Material supplied
####################

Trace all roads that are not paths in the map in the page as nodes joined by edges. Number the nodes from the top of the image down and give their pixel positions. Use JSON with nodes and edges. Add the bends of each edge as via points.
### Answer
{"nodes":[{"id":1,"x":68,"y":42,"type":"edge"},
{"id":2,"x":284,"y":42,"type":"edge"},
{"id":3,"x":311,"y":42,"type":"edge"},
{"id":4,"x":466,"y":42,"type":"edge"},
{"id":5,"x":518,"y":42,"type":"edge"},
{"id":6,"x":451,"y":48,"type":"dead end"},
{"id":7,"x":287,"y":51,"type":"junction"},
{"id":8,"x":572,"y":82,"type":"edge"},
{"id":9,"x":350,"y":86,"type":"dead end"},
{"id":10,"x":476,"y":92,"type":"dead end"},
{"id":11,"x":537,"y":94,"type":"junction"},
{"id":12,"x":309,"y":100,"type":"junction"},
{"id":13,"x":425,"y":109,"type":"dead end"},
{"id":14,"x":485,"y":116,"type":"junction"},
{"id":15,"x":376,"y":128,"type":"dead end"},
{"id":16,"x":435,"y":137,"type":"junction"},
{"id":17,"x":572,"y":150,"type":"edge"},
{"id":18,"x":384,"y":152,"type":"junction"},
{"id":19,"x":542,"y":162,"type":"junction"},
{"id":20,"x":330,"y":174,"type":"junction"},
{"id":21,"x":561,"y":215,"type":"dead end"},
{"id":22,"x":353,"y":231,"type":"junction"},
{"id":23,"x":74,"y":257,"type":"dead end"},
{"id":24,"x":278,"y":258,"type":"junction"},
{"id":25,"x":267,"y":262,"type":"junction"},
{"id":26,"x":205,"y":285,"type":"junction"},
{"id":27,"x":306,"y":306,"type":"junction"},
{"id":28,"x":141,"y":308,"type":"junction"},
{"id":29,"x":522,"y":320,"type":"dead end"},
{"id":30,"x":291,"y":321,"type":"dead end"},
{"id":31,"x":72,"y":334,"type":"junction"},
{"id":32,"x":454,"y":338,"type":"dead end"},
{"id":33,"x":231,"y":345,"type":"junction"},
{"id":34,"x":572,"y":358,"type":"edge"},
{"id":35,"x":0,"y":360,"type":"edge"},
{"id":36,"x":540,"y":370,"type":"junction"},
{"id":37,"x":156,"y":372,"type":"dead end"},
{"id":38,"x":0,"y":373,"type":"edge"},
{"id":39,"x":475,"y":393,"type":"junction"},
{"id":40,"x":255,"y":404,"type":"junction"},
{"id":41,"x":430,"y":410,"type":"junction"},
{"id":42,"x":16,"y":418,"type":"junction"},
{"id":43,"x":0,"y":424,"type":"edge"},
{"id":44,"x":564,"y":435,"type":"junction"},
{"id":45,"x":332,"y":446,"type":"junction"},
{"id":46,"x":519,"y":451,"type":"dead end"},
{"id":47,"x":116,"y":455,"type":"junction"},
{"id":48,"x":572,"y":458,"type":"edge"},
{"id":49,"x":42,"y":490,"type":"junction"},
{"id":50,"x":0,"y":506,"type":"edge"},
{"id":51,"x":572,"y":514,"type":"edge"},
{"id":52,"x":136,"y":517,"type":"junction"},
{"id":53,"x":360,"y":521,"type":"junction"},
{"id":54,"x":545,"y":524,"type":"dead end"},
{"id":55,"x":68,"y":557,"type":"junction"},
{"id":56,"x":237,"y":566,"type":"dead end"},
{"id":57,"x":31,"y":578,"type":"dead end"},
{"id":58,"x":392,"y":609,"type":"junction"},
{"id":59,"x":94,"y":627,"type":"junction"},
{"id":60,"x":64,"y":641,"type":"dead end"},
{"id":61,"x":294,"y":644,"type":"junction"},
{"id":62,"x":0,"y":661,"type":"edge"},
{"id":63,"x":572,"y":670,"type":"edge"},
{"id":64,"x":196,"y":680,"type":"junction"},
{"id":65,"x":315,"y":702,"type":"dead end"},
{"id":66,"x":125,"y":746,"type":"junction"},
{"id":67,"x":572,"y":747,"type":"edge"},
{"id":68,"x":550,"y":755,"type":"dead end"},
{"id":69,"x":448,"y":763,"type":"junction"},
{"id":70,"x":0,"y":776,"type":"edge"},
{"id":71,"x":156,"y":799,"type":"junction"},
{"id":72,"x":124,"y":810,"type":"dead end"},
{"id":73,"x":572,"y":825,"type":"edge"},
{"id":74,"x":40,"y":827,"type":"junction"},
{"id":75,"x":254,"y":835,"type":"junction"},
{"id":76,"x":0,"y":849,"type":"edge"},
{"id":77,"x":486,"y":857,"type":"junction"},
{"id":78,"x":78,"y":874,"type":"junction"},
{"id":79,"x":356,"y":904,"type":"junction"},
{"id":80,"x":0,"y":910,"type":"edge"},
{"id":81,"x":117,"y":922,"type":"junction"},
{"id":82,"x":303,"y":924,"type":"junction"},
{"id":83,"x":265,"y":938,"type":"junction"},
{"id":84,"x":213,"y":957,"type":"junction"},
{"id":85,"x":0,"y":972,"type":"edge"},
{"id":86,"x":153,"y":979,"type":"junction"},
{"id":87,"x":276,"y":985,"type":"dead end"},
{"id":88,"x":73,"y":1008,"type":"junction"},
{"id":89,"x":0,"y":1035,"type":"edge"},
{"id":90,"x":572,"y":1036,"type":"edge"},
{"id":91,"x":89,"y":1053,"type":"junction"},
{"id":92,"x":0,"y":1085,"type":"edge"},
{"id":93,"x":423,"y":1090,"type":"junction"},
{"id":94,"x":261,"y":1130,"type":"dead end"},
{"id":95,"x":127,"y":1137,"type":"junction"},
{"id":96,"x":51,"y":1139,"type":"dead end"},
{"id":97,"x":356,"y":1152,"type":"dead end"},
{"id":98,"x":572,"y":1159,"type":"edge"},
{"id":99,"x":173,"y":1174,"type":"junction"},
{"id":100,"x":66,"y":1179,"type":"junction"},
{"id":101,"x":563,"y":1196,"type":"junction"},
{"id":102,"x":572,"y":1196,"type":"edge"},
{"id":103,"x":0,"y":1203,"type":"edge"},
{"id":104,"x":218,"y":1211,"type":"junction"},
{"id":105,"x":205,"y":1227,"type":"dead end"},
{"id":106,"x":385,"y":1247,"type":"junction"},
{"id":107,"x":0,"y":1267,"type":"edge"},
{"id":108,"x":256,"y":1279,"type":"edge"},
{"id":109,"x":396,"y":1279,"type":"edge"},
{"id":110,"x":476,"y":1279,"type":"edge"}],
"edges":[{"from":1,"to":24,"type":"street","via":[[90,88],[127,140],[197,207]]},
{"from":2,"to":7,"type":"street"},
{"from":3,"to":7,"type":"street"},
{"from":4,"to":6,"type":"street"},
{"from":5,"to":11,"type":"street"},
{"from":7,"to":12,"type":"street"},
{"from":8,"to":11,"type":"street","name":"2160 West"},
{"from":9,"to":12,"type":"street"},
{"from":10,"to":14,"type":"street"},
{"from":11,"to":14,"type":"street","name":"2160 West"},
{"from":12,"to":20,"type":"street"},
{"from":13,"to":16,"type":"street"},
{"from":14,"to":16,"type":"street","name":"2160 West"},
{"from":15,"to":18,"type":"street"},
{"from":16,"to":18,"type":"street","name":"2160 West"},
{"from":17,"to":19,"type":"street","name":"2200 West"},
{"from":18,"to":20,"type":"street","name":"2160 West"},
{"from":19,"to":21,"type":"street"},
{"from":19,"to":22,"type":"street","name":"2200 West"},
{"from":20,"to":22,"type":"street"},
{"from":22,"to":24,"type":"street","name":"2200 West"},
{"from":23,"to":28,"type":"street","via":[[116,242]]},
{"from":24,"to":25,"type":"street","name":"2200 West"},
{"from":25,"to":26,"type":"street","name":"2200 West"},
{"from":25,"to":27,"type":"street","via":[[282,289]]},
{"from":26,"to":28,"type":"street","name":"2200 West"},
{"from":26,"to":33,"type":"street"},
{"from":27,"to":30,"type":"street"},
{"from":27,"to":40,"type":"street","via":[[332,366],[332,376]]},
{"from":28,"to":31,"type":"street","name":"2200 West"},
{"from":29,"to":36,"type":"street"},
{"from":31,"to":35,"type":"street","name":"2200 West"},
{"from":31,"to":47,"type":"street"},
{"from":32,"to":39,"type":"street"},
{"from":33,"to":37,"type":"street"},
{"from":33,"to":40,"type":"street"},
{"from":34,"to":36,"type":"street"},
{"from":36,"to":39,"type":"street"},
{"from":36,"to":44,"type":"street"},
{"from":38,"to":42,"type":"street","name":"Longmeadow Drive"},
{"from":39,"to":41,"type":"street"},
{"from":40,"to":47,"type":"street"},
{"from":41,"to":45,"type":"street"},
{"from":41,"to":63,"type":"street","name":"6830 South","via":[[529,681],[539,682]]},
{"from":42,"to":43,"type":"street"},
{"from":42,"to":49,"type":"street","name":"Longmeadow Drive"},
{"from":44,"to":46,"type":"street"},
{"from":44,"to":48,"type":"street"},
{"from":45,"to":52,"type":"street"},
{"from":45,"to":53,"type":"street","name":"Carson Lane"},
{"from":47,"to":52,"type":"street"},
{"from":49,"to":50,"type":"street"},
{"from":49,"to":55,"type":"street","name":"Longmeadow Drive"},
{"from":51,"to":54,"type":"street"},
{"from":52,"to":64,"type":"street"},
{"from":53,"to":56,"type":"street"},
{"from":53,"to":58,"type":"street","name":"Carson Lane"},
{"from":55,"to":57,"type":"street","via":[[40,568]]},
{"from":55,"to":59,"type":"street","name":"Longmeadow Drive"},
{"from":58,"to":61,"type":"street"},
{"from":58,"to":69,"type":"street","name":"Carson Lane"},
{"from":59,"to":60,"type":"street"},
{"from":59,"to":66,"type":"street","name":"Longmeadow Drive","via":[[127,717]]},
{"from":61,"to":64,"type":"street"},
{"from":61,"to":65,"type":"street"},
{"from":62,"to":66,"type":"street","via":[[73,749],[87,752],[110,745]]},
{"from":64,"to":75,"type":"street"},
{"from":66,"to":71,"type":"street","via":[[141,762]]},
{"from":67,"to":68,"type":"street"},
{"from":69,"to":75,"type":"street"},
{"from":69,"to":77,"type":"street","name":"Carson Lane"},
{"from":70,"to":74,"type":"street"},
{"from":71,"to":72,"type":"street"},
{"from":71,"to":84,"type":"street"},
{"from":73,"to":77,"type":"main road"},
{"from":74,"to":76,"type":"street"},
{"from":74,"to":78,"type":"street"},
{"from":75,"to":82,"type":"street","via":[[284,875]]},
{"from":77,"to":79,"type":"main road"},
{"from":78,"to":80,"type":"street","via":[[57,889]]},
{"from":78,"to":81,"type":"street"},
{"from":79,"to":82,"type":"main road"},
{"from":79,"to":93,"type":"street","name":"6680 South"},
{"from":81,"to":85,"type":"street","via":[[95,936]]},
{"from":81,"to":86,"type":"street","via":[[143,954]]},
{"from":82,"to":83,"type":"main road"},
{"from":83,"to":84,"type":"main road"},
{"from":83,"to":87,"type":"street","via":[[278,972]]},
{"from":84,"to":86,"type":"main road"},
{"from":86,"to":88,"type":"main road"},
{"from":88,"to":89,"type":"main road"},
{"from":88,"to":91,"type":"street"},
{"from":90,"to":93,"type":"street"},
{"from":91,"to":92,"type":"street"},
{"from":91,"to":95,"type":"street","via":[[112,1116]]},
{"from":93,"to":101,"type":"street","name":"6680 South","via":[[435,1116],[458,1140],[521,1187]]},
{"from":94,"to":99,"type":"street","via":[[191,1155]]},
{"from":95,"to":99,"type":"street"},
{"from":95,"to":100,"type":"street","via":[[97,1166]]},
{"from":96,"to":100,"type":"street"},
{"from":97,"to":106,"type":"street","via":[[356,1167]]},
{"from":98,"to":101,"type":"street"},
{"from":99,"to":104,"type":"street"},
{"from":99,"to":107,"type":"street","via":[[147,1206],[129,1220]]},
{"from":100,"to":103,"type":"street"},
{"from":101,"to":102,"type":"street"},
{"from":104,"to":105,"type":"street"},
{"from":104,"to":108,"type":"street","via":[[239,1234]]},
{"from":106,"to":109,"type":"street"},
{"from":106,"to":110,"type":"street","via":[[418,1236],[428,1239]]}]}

####################

Note each line above that holds "edges", then copy all of them.

Trace all roads that are not paths in the map in the page as nodes joined by edges. Number the nodes from the top of the image down and give their pixel positions. Use JSON with nodes and edges. Add the bends of each edge as via points.
"edges":[{"from":1,"to":24,"type":"street","via":[[90,88],[127,140],[197,207]]},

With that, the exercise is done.